世界に復讐を誓った少年

やま

115.贈り物

「しかし、懐かしい雰囲気じゃ。300年ほどとは聞いておったが、生きている間はあっという間の期間じゃが、死ぬとこれほど懐かしく思うとはのう」

 突然現れた黒い日傘をさした金髪のツインテールの女性。1人で呟きながら歩いているけど、私たちを誰も気にした様子はない。これほど殺気に溢れた空間を全く気にせずに歩いてくるのだ。

 私やリーグは不思議に現れた女性を見ていたのだけど、アルノードさんやノエル、ギルデに天秤座様が咄嗟にその女性から離れた。

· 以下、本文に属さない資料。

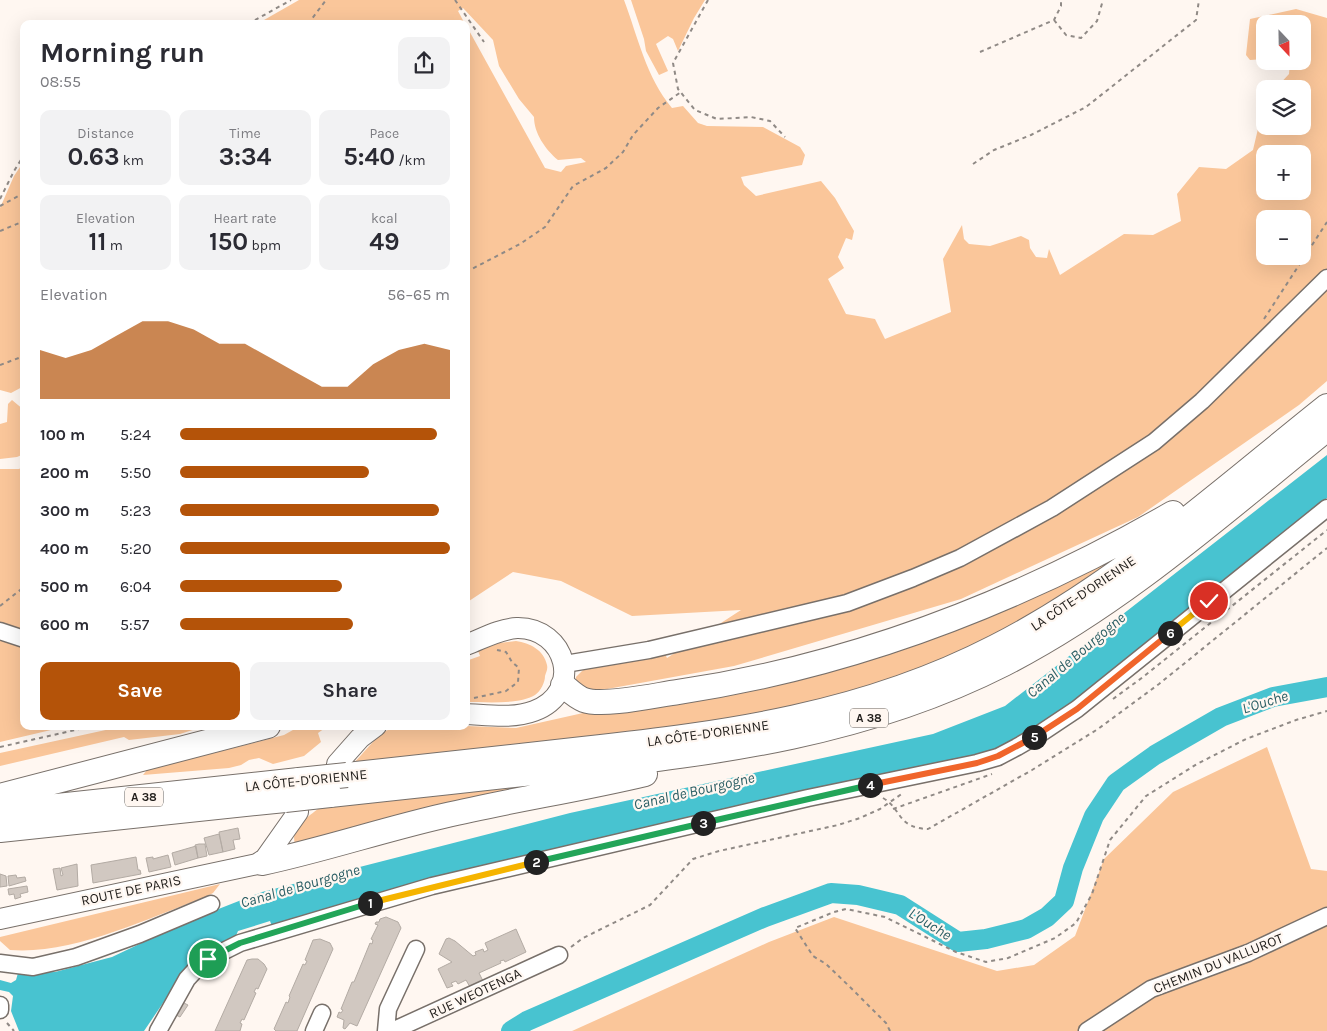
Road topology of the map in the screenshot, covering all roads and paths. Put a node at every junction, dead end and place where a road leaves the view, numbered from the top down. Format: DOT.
graph roads {
  1 [pos="291,0"];
  2 [pos="326,0"];
  3 [pos="455,0"];
  4 [pos="708,0"];
  5 [pos="1061,0"];
  6 [pos="1103,0"];
  7 [pos="1200,0"];
  8 [pos="255,20"];
  9 [pos="311,20"];
  10 [pos="469,20"];
  11 [pos="1054,20"];
  12 [pos="470,22"];
  13 [pos="484,42"];
  14 [pos="980,52"];
  15 [pos="681,92"];
  16 [pos="784,137"];
  17 [pos="20,162"];
  18 [pos="973,164"];
  19 [pos="20,195"];
  20 [pos="0,199"];
  21 [pos="0,206"];
  22 [pos="1327,222"];
  23 [pos="20,223"];
  24 [pos="0,231"];
  25 [pos="470,270"];
  26 [pos="1327,278"];
  27 [pos="1261,324"];
  28 [pos="20,358"];
  29 [pos="0,365"];
  30 [pos="1327,406"];
  31 [pos="1327,429"];
  32 [pos="1287,438"];
  33 [pos="1327,508"];
  34 [pos="20,589"];
  35 [pos="0,606"];
  36 [pos="0,631"];
  37 [pos="20,638"];
  38 [pos="470,644"];
  39 [pos="494,649"];
  40 [pos="564,675"];
  41 [pos="470,697"];
  42 [pos="1327,711"];
  43 [pos="470,714"];
  44 [pos="75,730"];
  45 [pos="253,730"];
  46 [pos="371,730"];
  47 [pos="810,734"];
  48 [pos="0,747"];
  49 [pos="342,770"];
  50 [pos="904,792"];
  51 [pos="0,796"];
  52 [pos="292,806"];
  53 [pos="0,812"];
  54 [pos="0,830"];
  55 [pos="262,863"];
  56 [pos="211,904"];
  57 [pos="1327,916"];
  58 [pos="0,919"];
  59 [pos="416,949"];
  60 [pos="558,955"];
  61 [pos="0,963"];
  62 [pos="0,1004"];
  63 [pos="0,1010"];
  64 [pos="322,1013"];
  65 [pos="158,1031"];
  66 [pos="314,1031"];
  67 [pos="386,1031"];
  68 [pos="392,1031"];
  69 [pos="890,1031"];
  70 [pos="1087,1031"];
  1 -- 8 [label="path"];
  2 -- 9 [label="path"];
  3 -- 10 [label="path"];
  4 -- 15 [label="path"];
  5 -- 11 [label="path"];
  6 -- 11 [label="path"];
  7 -- 18 [label="path"];
  11 -- 14 [label="path"];
  12 -- 13 [label="path"];
  15 -- 16 [label="path"];
  15 -- 25 [label="path"];
  17 -- 20 [label="path"];
  19 -- 21 [label="path"];
  22 -- 27 [label="path"];
  23 -- 24 [label="path"];
  26 -- 40 [label="street"];
  28 -- 29 [label="path"];
  30 -- 32 [label="highway, LA CÔTE-D'ORIENNE / A 38"];
  31 -- 47 [label="highway, LA CÔTE-D'ORIENNE / A 38"];
  32 -- 40 [label="highway"];
  32 -- 49 [label="highway, LA CÔTE-D'ORIENNE / A 38"];
  33 -- 65 [label="street"];
  34 -- 35 [label="path"];
  36 -- 37 [label="street"];
  38 -- 40 [label="main road"];
  39 -- 41 [label="path"];
  40 -- 43 [label="main road"];
  42 -- 69 [label="path"];
  44 -- 48 [label="path"];
  45 -- 51 [label="highway"];
  46 -- 49 [label="main road"];
  47 -- 52 [label="highway, LA CÔTE-D'ORIENNE / A 38, bridge"];
  47 -- 55 [label="highway"];
  49 -- 53 [label="highway, LA CÔTE-D'ORIENNE / A 38, bridge"];
  50 -- 60 [label="path"];
  52 -- 54 [label="highway, LA CÔTE-D'ORIENNE / A 38"];
  52 -- 55 [label="main road"];
  55 -- 58 [label="main road, ROUTE DE PARIS"];
  56 -- 61 [label="street"];
  57 -- 70 [label="street, CHEMIN DU VALLUROT"];
  59 -- 67 [label="street"];
  60 -- 68 [label="street, RUE WEOTENGA"];
  62 -- 63 [label="street"];
  64 -- 66 [label="street"];
}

「ただ、懐かしい雰囲気を味わいに来ただけなのに、まさか、ここにあの者の復讐対象がおるとはな」

「えっ? がふっ!?」

 そして、気が付いたら女性が目の前にいて、私は首を絞められていた。細い右腕で私を持ち上げて。

「ステラッ! テメェ!」

 掴まれた私を見て激昂したリーグは、私を助けようと剣を振り下ろしてくるけど、女性は日傘を宙に投げ、右手をリーグに向けて中指を弾いた。

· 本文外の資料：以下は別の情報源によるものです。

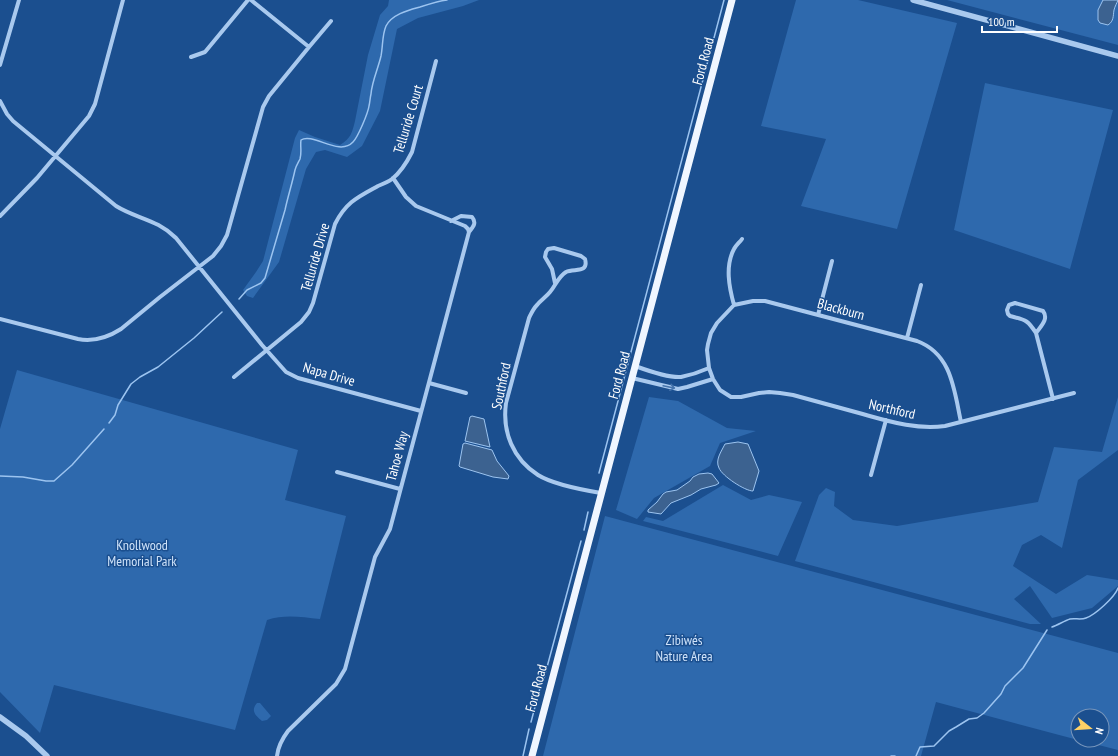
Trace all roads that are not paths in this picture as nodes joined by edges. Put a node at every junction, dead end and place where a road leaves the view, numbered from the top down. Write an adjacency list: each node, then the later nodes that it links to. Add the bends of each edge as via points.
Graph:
1 (19, 0): 9 (street)
2 (123, 0): 14 (street, via 95,104 89,116)
3 (249, 0): 7 (street); 10 (street, via 205,52)
4 (732, 0): 30 (main road, Ford Road)
5 (913, 0): 8 (street)
6 (331, 21): 7 (street)
7 (309, 47): 21 (street, via 264,103 227,235 218,251)
8 (1118, 56)
9 (1, 57): 12 (street)
10 (191, 57)
11 (436, 61): 15 (street, Telluride Court, via 412,152)
12 (0, 65)
13 (0, 101): 14 (street, Napa Drive, via 13,121)
14 (56, 157): 16 (street); 21 (street, Napa Drive, via 116,206 165,228)
15 (393, 178): 17 (street, via 406,197 416,206); 29 (street, Telluride Drive, via 346,206 335,224 309,312 301,322)
16 (0, 216)
17 (451, 221): 18 (street, via 465,226); 18 (street, Tahoe Way, via 461,216 472,217 475,223)
18 (469, 232): 35 (street, Tahoe Way)
19 (742, 239): 24 (street, via 734,248 730,262 728,284)
20 (832, 262): 25 (street)
21 (199, 267): 26 (street, via 121,330 104,338 78,339); 29 (street, Napa Drive)
22 (555, 283): 22 (street, Southford, via 566,272 584,268 586,259 554,248 548,249 545,257); 45 (street, Southford, via 529,318 506,403 508,438 525,465 539,476)
23 (921, 285): 28 (street)
24 (734, 305): 25 (street, Blackburn, via 765,301); 31 (street, via 717,323 712,333 707,350)
25 (818, 315): 28 (street, Blackburn)
26 (0, 319)
27 (1036, 333): 27 (street, via 1046,316 1043,311 1015,303 1009,305 1008,314 1027,321); 38 (street)
28 (907, 338): 41 (street, Blackburn, via 927,345 941,358 952,380)
29 (266, 350): 32 (street, Telluride Drive); 39 (street, Napa Drive, via 286,372 298,378)
30 (635, 366): 31 (street, via 680,377); 33 (main road, Ford Road)
31 (709, 368): 34 (street, Northford)
32 (234, 377)
33 (632, 378): 34 (street, one-way to 34, via 678,389); 45 (main road, Ford Road)
34 (712, 378): 40 (street, Northford, via 720,390 731,397 764,392 780,393)
35 (428, 383): 36 (street); 39 (street, Tahoe Way)
36 (466, 393)
37 (1074, 393): 38 (street, Northford)
38 (1053, 399): 41 (street, Northford)
39 (421, 411): 44 (street, Tahoe Way)
40 (886, 420): 41 (street, Northford, via 927,428); 43 (street)
41 (961, 422)
42 (337, 472): 44 (street)
43 (871, 475)
44 (400, 489): 48 (street, Tahoe Way, via 390,529 375,557 342,674 336,684 288,731 278,748)
45 (601, 493): 49 (main road, Ford Road)
46 (0, 717): 47 (street)
47 (47, 756)
48 (277, 756)
49 (532, 756)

 パァン! と、弾ける音と共に吹き飛ぶリーグ。咄嗟に声を出そうとしたけど首を絞められているため声を出す事が出来ない。

 女性に弾き飛ばされたから微動だにしなくなったリーグ。頭の中で嫌な想像をしてしまう。早く助けなきゃ! そう思って、女性の腕から抜けようと暴れるけど、微動だにしない。なんて力なの。

「ふん、あの童は死んでおらぬわ。お主の首のように捻り千切るの容易いが、あの者の復讐の邪魔をする事は出来ぬからのう」

 女性はふわふわと落ちていく日傘を掴んで、私の首を離した。私は地面に落ちると同時に咳き込む。涙で視界がぼやけるけど、急いでリーグの元へと向かう。

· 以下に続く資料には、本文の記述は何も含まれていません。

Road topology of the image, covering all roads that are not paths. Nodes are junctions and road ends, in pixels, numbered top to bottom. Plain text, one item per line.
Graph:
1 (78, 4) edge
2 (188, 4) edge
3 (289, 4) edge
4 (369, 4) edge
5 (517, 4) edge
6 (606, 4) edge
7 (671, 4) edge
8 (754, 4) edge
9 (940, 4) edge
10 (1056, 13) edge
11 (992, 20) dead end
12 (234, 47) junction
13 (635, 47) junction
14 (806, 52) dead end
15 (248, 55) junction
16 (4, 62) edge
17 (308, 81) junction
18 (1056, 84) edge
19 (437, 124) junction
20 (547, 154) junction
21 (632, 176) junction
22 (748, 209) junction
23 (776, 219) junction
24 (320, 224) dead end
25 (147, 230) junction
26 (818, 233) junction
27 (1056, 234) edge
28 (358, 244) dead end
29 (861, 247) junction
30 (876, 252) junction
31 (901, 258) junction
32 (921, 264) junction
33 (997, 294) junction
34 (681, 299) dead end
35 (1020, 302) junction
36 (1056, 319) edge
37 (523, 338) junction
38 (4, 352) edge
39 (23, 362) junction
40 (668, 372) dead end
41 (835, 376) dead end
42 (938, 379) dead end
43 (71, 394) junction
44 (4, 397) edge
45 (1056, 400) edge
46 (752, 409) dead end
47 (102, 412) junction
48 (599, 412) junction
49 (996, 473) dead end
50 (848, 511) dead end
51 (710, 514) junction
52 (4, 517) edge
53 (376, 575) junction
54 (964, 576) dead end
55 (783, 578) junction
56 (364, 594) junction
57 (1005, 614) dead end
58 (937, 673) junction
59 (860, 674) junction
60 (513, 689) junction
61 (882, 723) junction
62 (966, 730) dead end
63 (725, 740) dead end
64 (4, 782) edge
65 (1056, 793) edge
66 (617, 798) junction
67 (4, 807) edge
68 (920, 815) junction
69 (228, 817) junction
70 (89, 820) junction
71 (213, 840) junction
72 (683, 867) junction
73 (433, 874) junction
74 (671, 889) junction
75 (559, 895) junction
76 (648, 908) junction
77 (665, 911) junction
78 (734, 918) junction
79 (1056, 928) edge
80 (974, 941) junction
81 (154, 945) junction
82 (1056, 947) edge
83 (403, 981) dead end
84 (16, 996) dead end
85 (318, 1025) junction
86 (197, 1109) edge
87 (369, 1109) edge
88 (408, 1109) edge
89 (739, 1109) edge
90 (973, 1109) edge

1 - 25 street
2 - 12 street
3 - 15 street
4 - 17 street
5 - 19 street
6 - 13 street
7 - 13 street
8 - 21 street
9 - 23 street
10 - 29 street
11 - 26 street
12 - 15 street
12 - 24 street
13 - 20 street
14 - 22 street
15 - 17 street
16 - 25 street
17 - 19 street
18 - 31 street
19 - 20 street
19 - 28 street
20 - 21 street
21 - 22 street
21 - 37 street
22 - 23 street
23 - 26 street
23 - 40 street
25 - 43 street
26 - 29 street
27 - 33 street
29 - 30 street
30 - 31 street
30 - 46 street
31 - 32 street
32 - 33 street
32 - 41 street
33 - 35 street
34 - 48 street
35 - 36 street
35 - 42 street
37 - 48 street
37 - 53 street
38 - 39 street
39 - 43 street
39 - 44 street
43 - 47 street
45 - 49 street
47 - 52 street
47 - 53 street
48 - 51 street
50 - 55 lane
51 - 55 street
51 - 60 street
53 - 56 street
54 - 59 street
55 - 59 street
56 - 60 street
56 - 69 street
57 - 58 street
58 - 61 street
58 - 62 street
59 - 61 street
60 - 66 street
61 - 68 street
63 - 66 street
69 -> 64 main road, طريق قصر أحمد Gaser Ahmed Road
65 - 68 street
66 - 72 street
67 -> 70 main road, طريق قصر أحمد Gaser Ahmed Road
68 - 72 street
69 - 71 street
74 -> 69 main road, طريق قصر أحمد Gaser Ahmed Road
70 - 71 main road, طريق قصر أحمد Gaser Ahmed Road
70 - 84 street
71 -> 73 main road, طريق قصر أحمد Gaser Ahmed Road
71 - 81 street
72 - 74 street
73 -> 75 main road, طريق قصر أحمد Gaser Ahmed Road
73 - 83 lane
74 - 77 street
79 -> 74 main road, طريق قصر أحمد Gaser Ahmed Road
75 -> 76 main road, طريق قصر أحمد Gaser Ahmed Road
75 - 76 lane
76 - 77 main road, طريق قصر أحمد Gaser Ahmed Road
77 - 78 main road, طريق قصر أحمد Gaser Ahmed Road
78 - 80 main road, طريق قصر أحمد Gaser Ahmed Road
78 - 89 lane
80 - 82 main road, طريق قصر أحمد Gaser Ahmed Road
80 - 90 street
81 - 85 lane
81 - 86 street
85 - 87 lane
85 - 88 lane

 リーグの側に駆け寄ると、リーグの顔が赤く染まっていた。女性のさっきの一発で、リーグの額が割れたようで、そこから血が止めどなく溢れている。

 女性の言っていた通り、呼吸して生きているけど、気を失っているみたい。それに、額から流れる血のせいで顔色が悪かった。

 直ぐに額の傷を塞ぐために魔法を発動する。傷は直ぐに塞がったけど、顔色は悪いまま。意味は無いかもしれないけど、リーグを守るために防御結界を張る。振り向いて女性の方を見ると、女性は真っ直ぐだ、ギルデ、ノエル、天秤座様の方へと歩いていた。

 3人は物凄く警戒しているけど、女性の方は散歩をするかのように軽やかな足取りだ。大陸でもトップに近い3人がいるのに……。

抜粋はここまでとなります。